** Extracted entries follows **
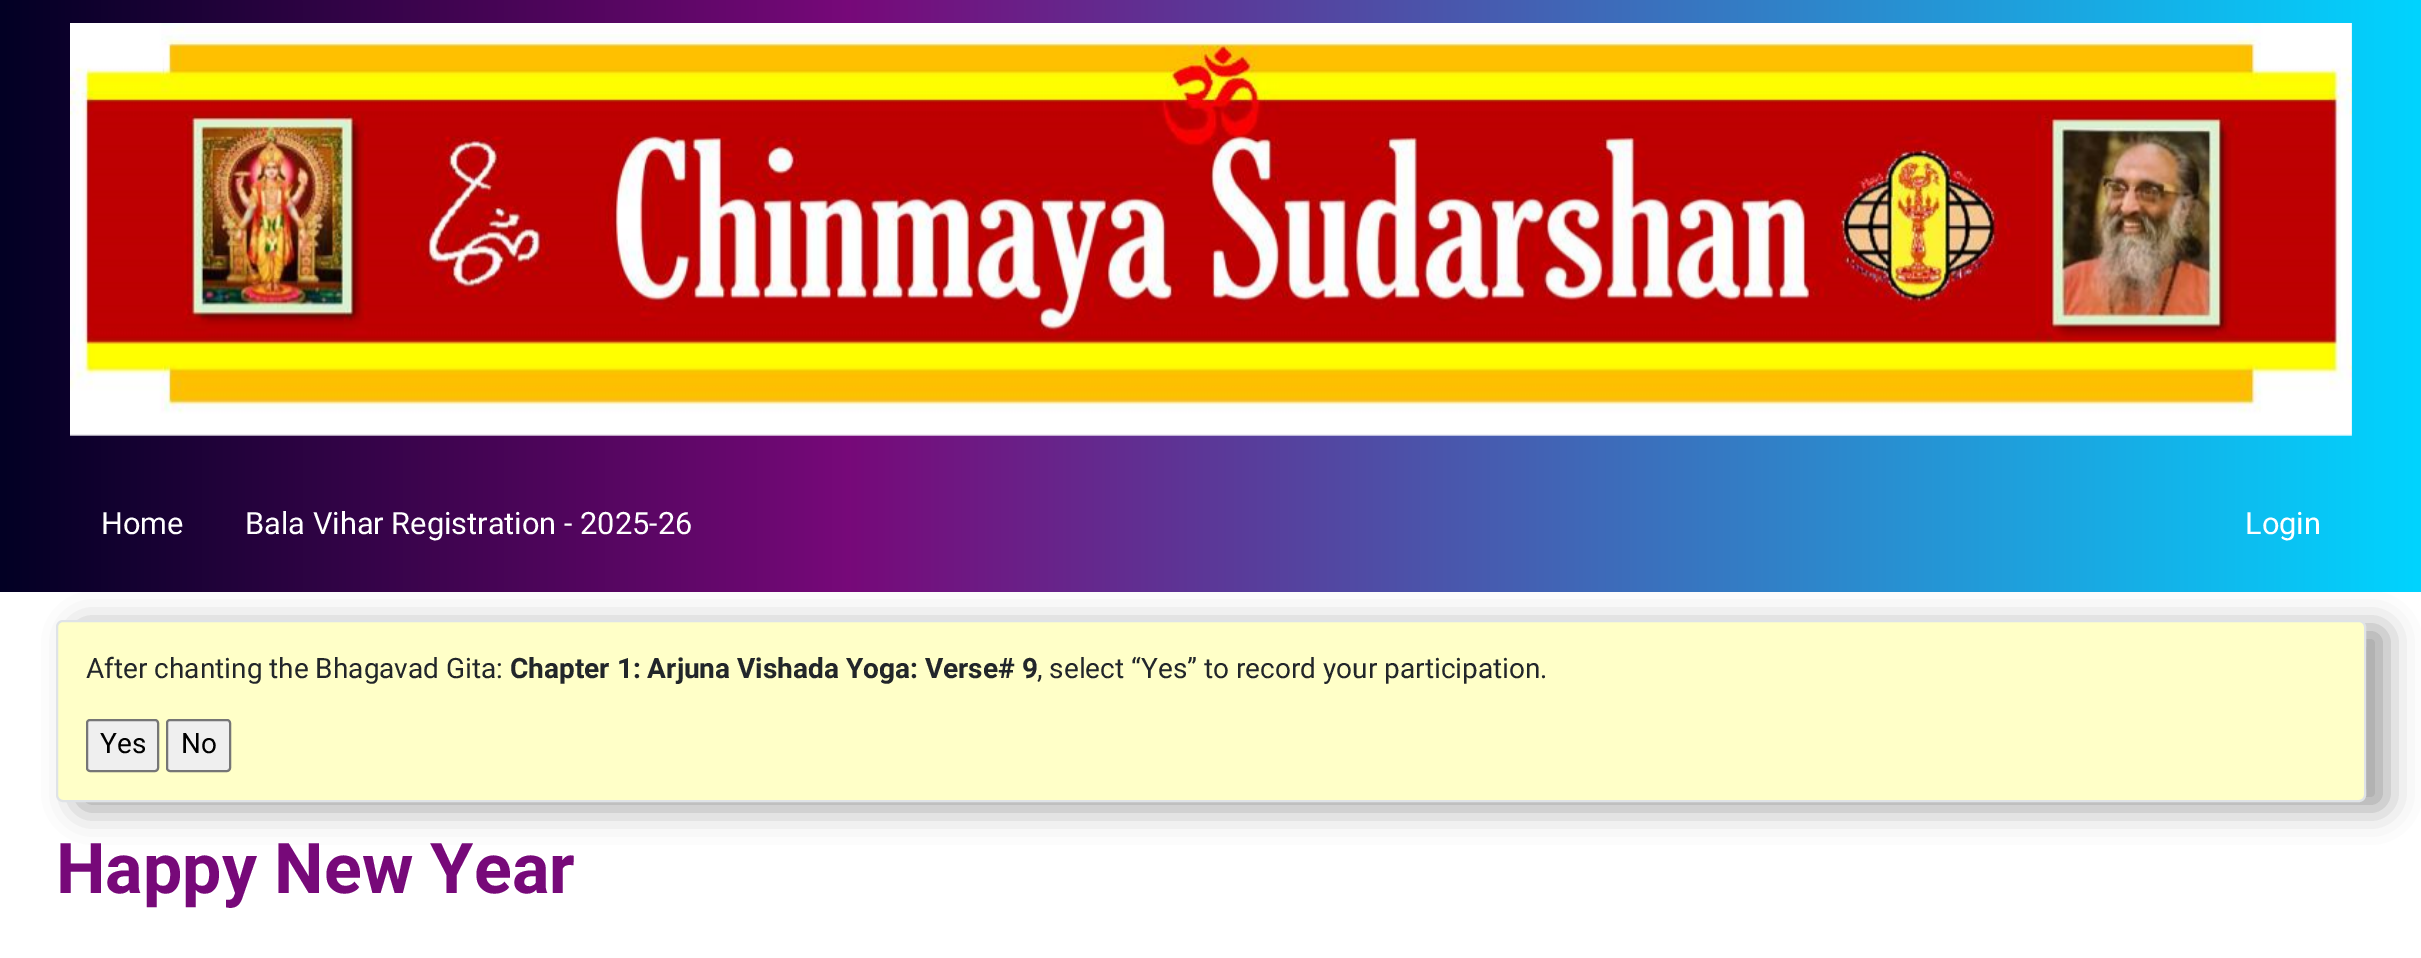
%!PS-Adobe-3.0
%%BoundingBox: 0 0 2421 958
%%LanguageLevel: 3
%%Pages: 1
%%EndComments
%%BeginProlog
/setink { 3 { 255 div 3 1 roll } repeat setrgbcolor } def
/usefont { [ exch dup neg 0 0 3 -1 roll 0 0 ] selectfont } def
/drawtext { setink usefont moveto show } def
/fillbox { setink rectfill } def
/setalpha { dup .setfillconstantalpha .setstrokeconstantalpha } def
/rrect { 5 dict begin { /r /h /w /y /x } { exch def } forall
  x r add y moveto x w add y 2 copy h add r arct x w add y h add x 1 index r arct
  x y h add x y r arct x y 2 copy exch w add exch r arct closepath end } def
/softshadow { 12 dict begin { /a /b /q /h /w /y /x } { exch def } forall gsave /was 0 def
  9 -2 -9 { dup b mul 4 div /e exch def 1 sub .425 mul 2.718 exch exp 1 add a .99 .min exch div /now exch def
    1 1 now sub 1 was sub div sub setalpha /was now def
    w h .min e 2 mul add 0 gt { x e sub y e sub w e 2 mul add h e 2 mul add
      q e add b .6 mul add w h .min 2 div e add .min 0 .max rrect fill } if } for grestore end } def
/drawimage { 5 dict begin { /h /w /y /x /name } { exch def } forall
  gsave x y translate w h scale
  w h 8 [w 0 0 h 0 0] name (r) file false 3 colorimage grestore end } def
%%EndProlog
%%BeginSetup
<< /PageSize [2421 958] /PageUsesTransparency true >> setpagedevice
%%EndSetup
%%Page: 1 1
0 .pushpdf14devicefilter
0 958 translate 1 -1 scale
4 setmiterlimit
0 0 2421 958 255 255 255 fillbox
0 0 0 setink
77 627 2310 182 7 16 0.35 softshadow
gsave 0 0 moveto 2421 0 lineto 2421 592 lineto 0 592 lineto closepath clip newpath
<< /ShadingType 2 /ColorSpace /DeviceRGB /Coords [0 296 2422 296] /Extend [true true] /Function << /FunctionType 3 /Domain [0 1] /Functions [<< /FunctionType 2 /Domain [0 1] /C0 [0.008 0 0.141] /C1 [0.467 0.035 0.475] /N 1 >> << /FunctionType 2 /Domain [0 1] /C0 [0.467 0.035 0.475] /C1 [0 0.831 1] /N 1 >>] /Bounds [0.35] /Encode [0 1 0 1] >> >> shfill grestore
(assets/img1.rgb) 70 23 2282 413 drawimage
(Home) 101 534 /Roboto-Regular 30.75 255 255 255 drawtext
(Bala Vihar Registration - 2025-26) 245 534 /Roboto-Regular 30.75 255 255 255 drawtext
(Login) 2245 534 /Roboto-Regular 30.75 255 255 255 drawtext
255 255 200 setink
57 621 2308 180 6 rrect gsave fill grestore
223 227 231 setink
2 setlinewidth
stroke
(After chanting the Bhagavad Gita:) 86 678 /Roboto-Regular 28 34 38 42 drawtext
(Chapter 1: Arjuna Vishada Yoga: Verse# 9) 510 678 /Roboto-Bold 28 34 38 42 drawtext
(, select “Yes” to record your participation.) 1037 678 /Roboto-Regular 28 34 38 42 drawtext
239 239 239 setink
87 720 71 51 3 rrect gsave fill grestore
118 118 118 setink
stroke
(Yes) 100 753 /Roboto-Regular 28 0 0 0 drawtext
239 239 239 setink
167 720 63 51 3 rrect gsave fill grestore
118 118 118 setink
stroke
(No) 181 753 /Roboto-Regular 28 0 0 0 drawtext
(Happy New Year) 56 893 /Roboto-Bold 70 119 9 121 drawtext
.poppdf14devicefilter showpage
%%EOF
** End of Extracted entries **
### What is required
Retype exactly. Start at the line with "gsave 0 0 moveto" and stop at the last line of the data.

### Written response
gsave 0 0 moveto 2421 0 lineto 2421 592 lineto 0 592 lineto closepath clip newpath
<< /ShadingType 2 /ColorSpace /DeviceRGB /Coords [0 296 2422 296] /Extend [true true] /Function << /FunctionType 3 /Domain [0 1] /Functions [<< /FunctionType 2 /Domain [0 1] /C0 [0.008 0 0.141] /C1 [0.467 0.035 0.475] /N 1 >> << /FunctionType 2 /Domain [0 1] /C0 [0.467 0.035 0.475] /C1 [0 0.831 1] /N 1 >>] /Bounds [0.35] /Encode [0 1 0 1] >> >> shfill grestore
(assets/img1.rgb) 70 23 2282 413 drawimage
(Home) 101 534 /Roboto-Regular 30.75 255 255 255 drawtext
(Bala Vihar Registration - 2025-26) 245 534 /Roboto-Regular 30.75 255 255 255 drawtext
(Login) 2245 534 /Roboto-Regular 30.75 255 255 255 drawtext
255 255 200 setink
57 621 2308 180 6 rrect gsave fill grestore
223 227 231 setink
2 setlinewidth
stroke
(After chanting the Bhagavad Gita:) 86 678 /Roboto-Regular 28 34 38 42 drawtext
(Chapter 1: Arjuna Vishada Yoga: Verse# 9) 510 678 /Roboto-Bold 28 34 38 42 drawtext
(, select “Yes” to record your participation.) 1037 678 /Roboto-Regular 28 34 38 42 drawtext
239 239 239 setink
87 720 71 51 3 rrect gsave fill grestore
118 118 118 setink
stroke
(Yes) 100 753 /Roboto-Regular 28 0 0 0 drawtext
239 239 239 setink
167 720 63 51 3 rrect gsave fill grestore
118 118 118 setink
stroke
(No) 181 753 /Roboto-Regular 28 0 0 0 drawtext
(Happy New Year) 56 893 /Roboto-Bold 70 119 9 121 drawtext
.poppdf14devicefilter showpage
%%EOF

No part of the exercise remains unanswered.